Christ and Horrors, a sequel to her previous Horrendous Evils and the Goodness of God, is an audacious and much needed endeavor for the coherence of Christology in our horror-stricken world. Horrors are, in short, what prevent positive meaning making in human beings. Horrors are, then, broader than sin or evil. Therefore, for Adams, horrors are the true problem and inhibitor towards God’s ultimate ends for creation: assimilative (make creation as much as God-like as possible) and unitive (union between God and creation).

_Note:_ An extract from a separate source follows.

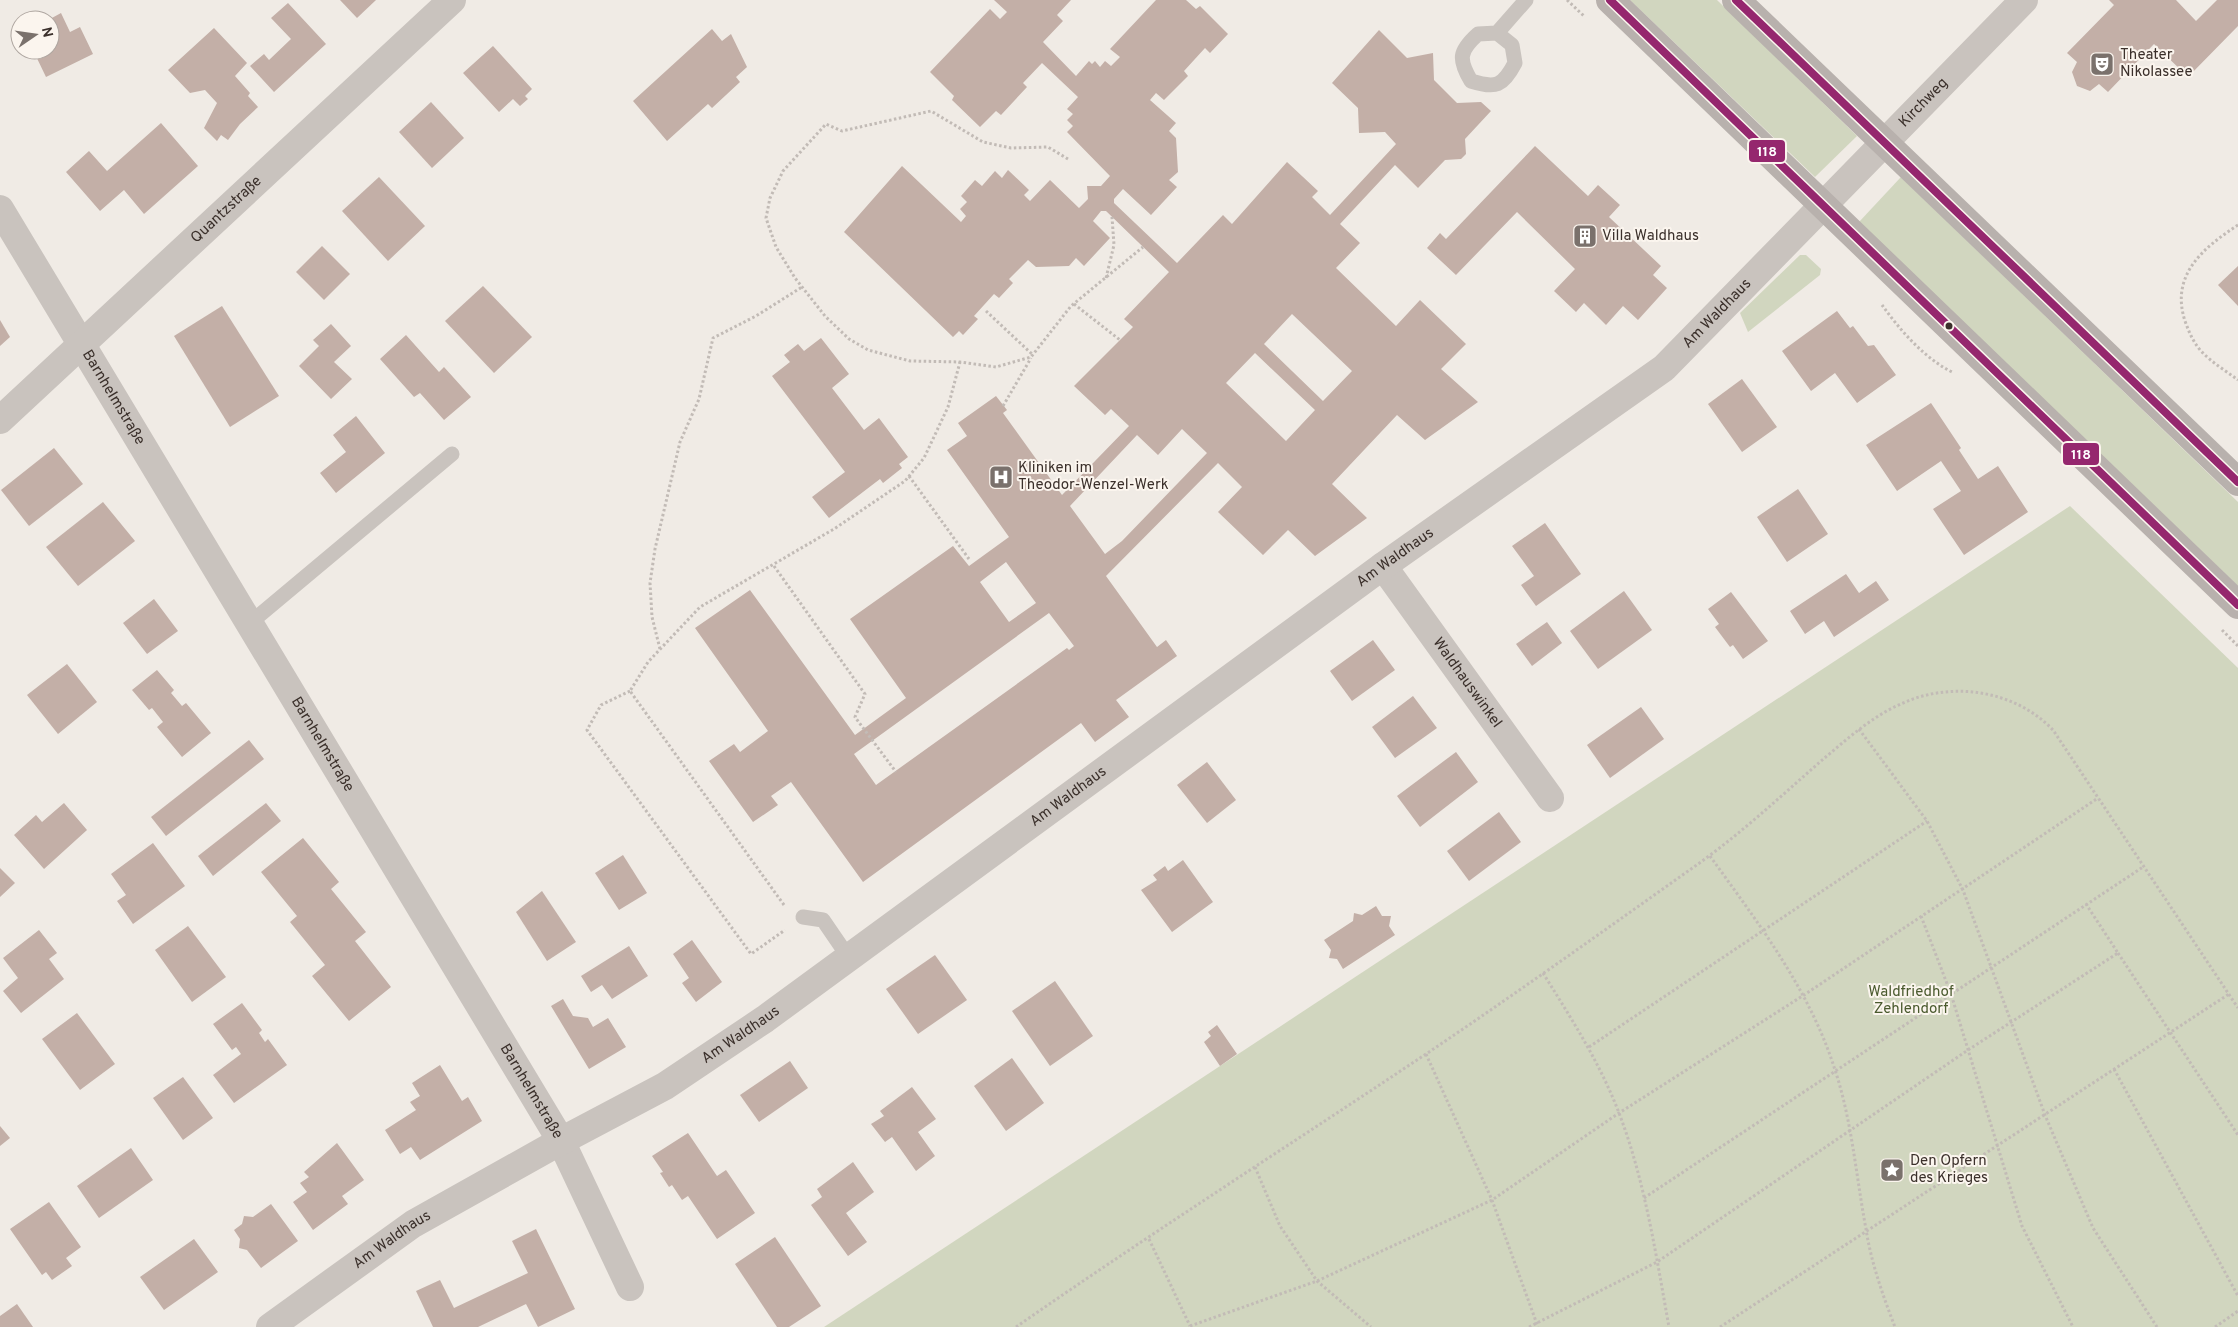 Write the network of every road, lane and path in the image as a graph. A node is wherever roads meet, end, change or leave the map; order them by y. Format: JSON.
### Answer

Dissatisfied with many modern conceptualizations of Christology, Adams proposes a medieval metaphysics retrieval with slight tweaks. As a result, Adams has a metaphysically high and materially low Christology. On the one hand, Jesus is God incarnate. On the other hand, Jesus is really human beset with horrors. Adams stages that Chalcedonian Christology has the most coherence and fruitfulness with dealing with our horror-stricken problems. Adams’ Christ is, thus, a three stage horror-defeater. Stage-I: God, the incommensurate good, horror-participates with the horror-participant in Jesus. Stage-II: God restores the horror-participant’s positive meaning making capabilities. Stage-III: God will rid of all horror-inducing forces completely. The first stage is completed in the incarnation. The second is worked in the indwelling of Jesus in the hearts of all believers. The third is the eschatological hope we endure for.
Christ and Horrors is a definite read for any students of theology or serious Christians willing to wrestle with horrors with Christ, our horror-defeater. There are some moves that she makes that I find unnecessary and, at times, wrong. Nevertheless, she and her work is monumental.